[[ Exercise input open ]]

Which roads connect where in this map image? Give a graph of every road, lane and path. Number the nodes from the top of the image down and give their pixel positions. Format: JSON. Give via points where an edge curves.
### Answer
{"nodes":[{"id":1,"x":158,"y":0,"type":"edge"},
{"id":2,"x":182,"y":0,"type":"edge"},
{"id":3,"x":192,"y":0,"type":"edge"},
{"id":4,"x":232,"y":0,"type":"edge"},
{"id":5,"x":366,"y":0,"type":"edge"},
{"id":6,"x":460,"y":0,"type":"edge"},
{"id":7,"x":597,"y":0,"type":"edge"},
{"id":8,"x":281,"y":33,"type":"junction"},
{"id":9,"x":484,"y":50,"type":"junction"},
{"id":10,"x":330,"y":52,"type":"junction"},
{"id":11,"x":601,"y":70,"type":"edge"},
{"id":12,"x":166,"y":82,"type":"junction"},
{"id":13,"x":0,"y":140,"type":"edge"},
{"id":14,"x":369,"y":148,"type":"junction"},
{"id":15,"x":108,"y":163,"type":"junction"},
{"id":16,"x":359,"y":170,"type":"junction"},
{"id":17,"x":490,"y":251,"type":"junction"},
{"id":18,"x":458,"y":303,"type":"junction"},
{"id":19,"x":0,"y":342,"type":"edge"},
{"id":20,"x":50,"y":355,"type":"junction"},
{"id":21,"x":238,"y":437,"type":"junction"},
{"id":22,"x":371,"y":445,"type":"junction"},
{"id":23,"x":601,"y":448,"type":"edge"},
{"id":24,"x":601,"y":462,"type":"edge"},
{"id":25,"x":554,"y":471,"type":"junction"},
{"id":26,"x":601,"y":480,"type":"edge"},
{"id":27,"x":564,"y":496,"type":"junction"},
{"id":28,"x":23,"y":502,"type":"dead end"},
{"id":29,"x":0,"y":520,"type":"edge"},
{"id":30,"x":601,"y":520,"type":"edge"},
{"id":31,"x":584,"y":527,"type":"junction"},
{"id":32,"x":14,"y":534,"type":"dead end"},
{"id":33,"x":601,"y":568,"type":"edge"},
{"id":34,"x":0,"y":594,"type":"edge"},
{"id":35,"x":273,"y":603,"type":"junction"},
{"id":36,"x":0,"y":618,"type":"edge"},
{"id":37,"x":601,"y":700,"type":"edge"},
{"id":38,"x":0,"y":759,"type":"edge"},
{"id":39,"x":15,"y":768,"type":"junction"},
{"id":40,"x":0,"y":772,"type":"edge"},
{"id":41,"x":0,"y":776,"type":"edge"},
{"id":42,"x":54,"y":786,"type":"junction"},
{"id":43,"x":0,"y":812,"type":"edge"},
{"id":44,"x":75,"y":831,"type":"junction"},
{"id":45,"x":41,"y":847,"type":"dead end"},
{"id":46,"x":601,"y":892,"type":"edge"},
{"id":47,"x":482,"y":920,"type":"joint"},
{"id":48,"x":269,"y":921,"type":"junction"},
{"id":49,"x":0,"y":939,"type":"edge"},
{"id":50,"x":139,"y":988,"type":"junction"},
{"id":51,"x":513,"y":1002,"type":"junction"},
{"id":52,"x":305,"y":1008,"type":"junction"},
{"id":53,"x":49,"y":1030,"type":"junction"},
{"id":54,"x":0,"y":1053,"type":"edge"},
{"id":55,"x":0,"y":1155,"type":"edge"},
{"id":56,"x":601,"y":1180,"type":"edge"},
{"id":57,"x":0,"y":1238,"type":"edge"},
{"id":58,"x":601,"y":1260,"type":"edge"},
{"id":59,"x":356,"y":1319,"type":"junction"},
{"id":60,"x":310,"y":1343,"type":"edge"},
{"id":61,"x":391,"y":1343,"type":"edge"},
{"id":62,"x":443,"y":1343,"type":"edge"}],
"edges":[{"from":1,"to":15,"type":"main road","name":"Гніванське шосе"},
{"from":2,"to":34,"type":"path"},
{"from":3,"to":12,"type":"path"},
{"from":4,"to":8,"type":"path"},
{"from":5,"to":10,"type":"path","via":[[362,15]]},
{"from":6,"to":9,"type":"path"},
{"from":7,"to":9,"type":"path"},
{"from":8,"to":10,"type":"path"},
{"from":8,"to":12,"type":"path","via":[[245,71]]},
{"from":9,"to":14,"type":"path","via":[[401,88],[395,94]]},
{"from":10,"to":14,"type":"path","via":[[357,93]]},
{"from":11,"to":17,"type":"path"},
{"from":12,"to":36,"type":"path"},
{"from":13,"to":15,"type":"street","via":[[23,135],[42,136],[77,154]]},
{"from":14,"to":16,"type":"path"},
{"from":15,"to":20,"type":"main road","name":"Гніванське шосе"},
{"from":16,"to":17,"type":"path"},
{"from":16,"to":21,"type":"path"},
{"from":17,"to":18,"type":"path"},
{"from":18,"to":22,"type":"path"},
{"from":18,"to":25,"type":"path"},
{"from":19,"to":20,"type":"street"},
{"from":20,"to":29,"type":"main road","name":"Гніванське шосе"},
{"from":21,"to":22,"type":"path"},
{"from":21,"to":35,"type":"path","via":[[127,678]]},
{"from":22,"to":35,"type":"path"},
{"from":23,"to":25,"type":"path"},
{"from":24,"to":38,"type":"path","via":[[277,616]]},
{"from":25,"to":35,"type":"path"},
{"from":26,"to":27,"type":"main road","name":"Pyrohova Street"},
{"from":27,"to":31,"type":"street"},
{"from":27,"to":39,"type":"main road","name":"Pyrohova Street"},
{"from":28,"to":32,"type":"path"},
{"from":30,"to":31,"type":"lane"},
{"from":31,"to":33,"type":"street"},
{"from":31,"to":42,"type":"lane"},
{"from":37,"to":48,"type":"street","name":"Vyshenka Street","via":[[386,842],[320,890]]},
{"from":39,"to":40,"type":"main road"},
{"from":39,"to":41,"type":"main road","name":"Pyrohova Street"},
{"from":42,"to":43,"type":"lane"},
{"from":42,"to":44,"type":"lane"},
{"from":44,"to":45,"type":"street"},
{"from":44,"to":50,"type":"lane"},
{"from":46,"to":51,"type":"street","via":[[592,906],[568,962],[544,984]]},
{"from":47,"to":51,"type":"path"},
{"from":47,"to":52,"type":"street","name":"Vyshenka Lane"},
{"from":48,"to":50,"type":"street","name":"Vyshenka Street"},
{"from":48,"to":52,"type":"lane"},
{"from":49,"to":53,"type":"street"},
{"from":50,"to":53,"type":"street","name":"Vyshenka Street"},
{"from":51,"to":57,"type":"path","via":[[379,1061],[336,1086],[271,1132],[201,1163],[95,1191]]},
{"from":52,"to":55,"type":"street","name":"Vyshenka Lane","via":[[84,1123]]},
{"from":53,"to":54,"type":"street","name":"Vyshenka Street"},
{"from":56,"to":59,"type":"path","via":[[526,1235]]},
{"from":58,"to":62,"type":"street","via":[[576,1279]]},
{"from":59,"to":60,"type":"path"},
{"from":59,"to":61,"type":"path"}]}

[[ Exercise input closed ]]

Activity: Could you retype the whole listing above without altering a word?

Written solution:
Which roads connect where in this map image? Give a graph of every road, lane and path. Number the nodes from the top of the image down and give their pixel positions. Format: JSON. Give via points where an edge curves.
### Answer
{"nodes":[{"id":1,"x":158,"y":0,"type":"edge"},
{"id":2,"x":182,"y":0,"type":"edge"},
{"id":3,"x":192,"y":0,"type":"edge"},
{"id":4,"x":232,"y":0,"type":"edge"},
{"id":5,"x":366,"y":0,"type":"edge"},
{"id":6,"x":460,"y":0,"type":"edge"},
{"id":7,"x":597,"y":0,"type":"edge"},
{"id":8,"x":281,"y":33,"type":"junction"},
{"id":9,"x":484,"y":50,"type":"junction"},
{"id":10,"x":330,"y":52,"type":"junction"},
{"id":11,"x":601,"y":70,"type":"edge"},
{"id":12,"x":166,"y":82,"type":"junction"},
{"id":13,"x":0,"y":140,"type":"edge"},
{"id":14,"x":369,"y":148,"type":"junction"},
{"id":15,"x":108,"y":163,"type":"junction"},
{"id":16,"x":359,"y":170,"type":"junction"},
{"id":17,"x":490,"y":251,"type":"junction"},
{"id":18,"x":458,"y":303,"type":"junction"},
{"id":19,"x":0,"y":342,"type":"edge"},
{"id":20,"x":50,"y":355,"type":"junction"},
{"id":21,"x":238,"y":437,"type":"junction"},
{"id":22,"x":371,"y":445,"type":"junction"},
{"id":23,"x":601,"y":448,"type":"edge"},
{"id":24,"x":601,"y":462,"type":"edge"},
{"id":25,"x":554,"y":471,"type":"junction"},
{"id":26,"x":601,"y":480,"type":"edge"},
{"id":27,"x":564,"y":496,"type":"junction"},
{"id":28,"x":23,"y":502,"type":"dead end"},
{"id":29,"x":0,"y":520,"type":"edge"},
{"id":30,"x":601,"y":520,"type":"edge"},
{"id":31,"x":584,"y":527,"type":"junction"},
{"id":32,"x":14,"y":534,"type":"dead end"},
{"id":33,"x":601,"y":568,"type":"edge"},
{"id":34,"x":0,"y":594,"type":"edge"},
{"id":35,"x":273,"y":603,"type":"junction"},
{"id":36,"x":0,"y":618,"type":"edge"},
{"id":37,"x":601,"y":700,"type":"edge"},
{"id":38,"x":0,"y":759,"type":"edge"},
{"id":39,"x":15,"y":768,"type":"junction"},
{"id":40,"x":0,"y":772,"type":"edge"},
{"id":41,"x":0,"y":776,"type":"edge"},
{"id":42,"x":54,"y":786,"type":"junction"},
{"id":43,"x":0,"y":812,"type":"edge"},
{"id":44,"x":75,"y":831,"type":"junction"},
{"id":45,"x":41,"y":847,"type":"dead end"},
{"id":46,"x":601,"y":892,"type":"edge"},
{"id":47,"x":482,"y":920,"type":"joint"},
{"id":48,"x":269,"y":921,"type":"junction"},
{"id":49,"x":0,"y":939,"type":"edge"},
{"id":50,"x":139,"y":988,"type":"junction"},
{"id":51,"x":513,"y":1002,"type":"junction"},
{"id":52,"x":305,"y":1008,"type":"junction"},
{"id":53,"x":49,"y":1030,"type":"junction"},
{"id":54,"x":0,"y":1053,"type":"edge"},
{"id":55,"x":0,"y":1155,"type":"edge"},
{"id":56,"x":601,"y":1180,"type":"edge"},
{"id":57,"x":0,"y":1238,"type":"edge"},
{"id":58,"x":601,"y":1260,"type":"edge"},
{"id":59,"x":356,"y":1319,"type":"junction"},
{"id":60,"x":310,"y":1343,"type":"edge"},
{"id":61,"x":391,"y":1343,"type":"edge"},
{"id":62,"x":443,"y":1343,"type":"edge"}],
"edges":[{"from":1,"to":15,"type":"main road","name":"Гніванське шосе"},
{"from":2,"to":34,"type":"path"},
{"from":3,"to":12,"type":"path"},
{"from":4,"to":8,"type":"path"},
{"from":5,"to":10,"type":"path","via":[[362,15]]},
{"from":6,"to":9,"type":"path"},
{"from":7,"to":9,"type":"path"},
{"from":8,"to":10,"type":"path"},
{"from":8,"to":12,"type":"path","via":[[245,71]]},
{"from":9,"to":14,"type":"path","via":[[401,88],[395,94]]},
{"from":10,"to":14,"type":"path","via":[[357,93]]},
{"from":11,"to":17,"type":"path"},
{"from":12,"to":36,"type":"path"},
{"from":13,"to":15,"type":"street","via":[[23,135],[42,136],[77,154]]},
{"from":14,"to":16,"type":"path"},
{"from":15,"to":20,"type":"main road","name":"Гніванське шосе"},
{"from":16,"to":17,"type":"path"},
{"from":16,"to":21,"type":"path"},
{"from":17,"to":18,"type":"path"},
{"from":18,"to":22,"type":"path"},
{"from":18,"to":25,"type":"path"},
{"from":19,"to":20,"type":"street"},
{"from":20,"to":29,"type":"main road","name":"Гніванське шосе"},
{"from":21,"to":22,"type":"path"},
{"from":21,"to":35,"type":"path","via":[[127,678]]},
{"from":22,"to":35,"type":"path"},
{"from":23,"to":25,"type":"path"},
{"from":24,"to":38,"type":"path","via":[[277,616]]},
{"from":25,"to":35,"type":"path"},
{"from":26,"to":27,"type":"main road","name":"Pyrohova Street"},
{"from":27,"to":31,"type":"street"},
{"from":27,"to":39,"type":"main road","name":"Pyrohova Street"},
{"from":28,"to":32,"type":"path"},
{"from":30,"to":31,"type":"lane"},
{"from":31,"to":33,"type":"street"},
{"from":31,"to":42,"type":"lane"},
{"from":37,"to":48,"type":"street","name":"Vyshenka Street","via":[[386,842],[320,890]]},
{"from":39,"to":40,"type":"main road"},
{"from":39,"to":41,"type":"main road","name":"Pyrohova Street"},
{"from":42,"to":43,"type":"lane"},
{"from":42,"to":44,"type":"lane"},
{"from":44,"to":45,"type":"street"},
{"from":44,"to":50,"type":"lane"},
{"from":46,"to":51,"type":"street","via":[[592,906],[568,962],[544,984]]},
{"from":47,"to":51,"type":"path"},
{"from":47,"to":52,"type":"street","name":"Vyshenka Lane"},
{"from":48,"to":50,"type":"street","name":"Vyshenka Street"},
{"from":48,"to":52,"type":"lane"},
{"from":49,"to":53,"type":"street"},
{"from":50,"to":53,"type":"street","name":"Vyshenka Street"},
{"from":51,"to":57,"type":"path","via":[[379,1061],[336,1086],[271,1132],[201,1163],[95,1191]]},
{"from":52,"to":55,"type":"street","name":"Vyshenka Lane","via":[[84,1123]]},
{"from":53,"to":54,"type":"street","name":"Vyshenka Street"},
{"from":56,"to":59,"type":"path","via":[[526,1235]]},
{"from":58,"to":62,"type":"street","via":[[576,1279]]},
{"from":59,"to":60,"type":"path"},
{"from":59,"to":61,"type":"path"}]}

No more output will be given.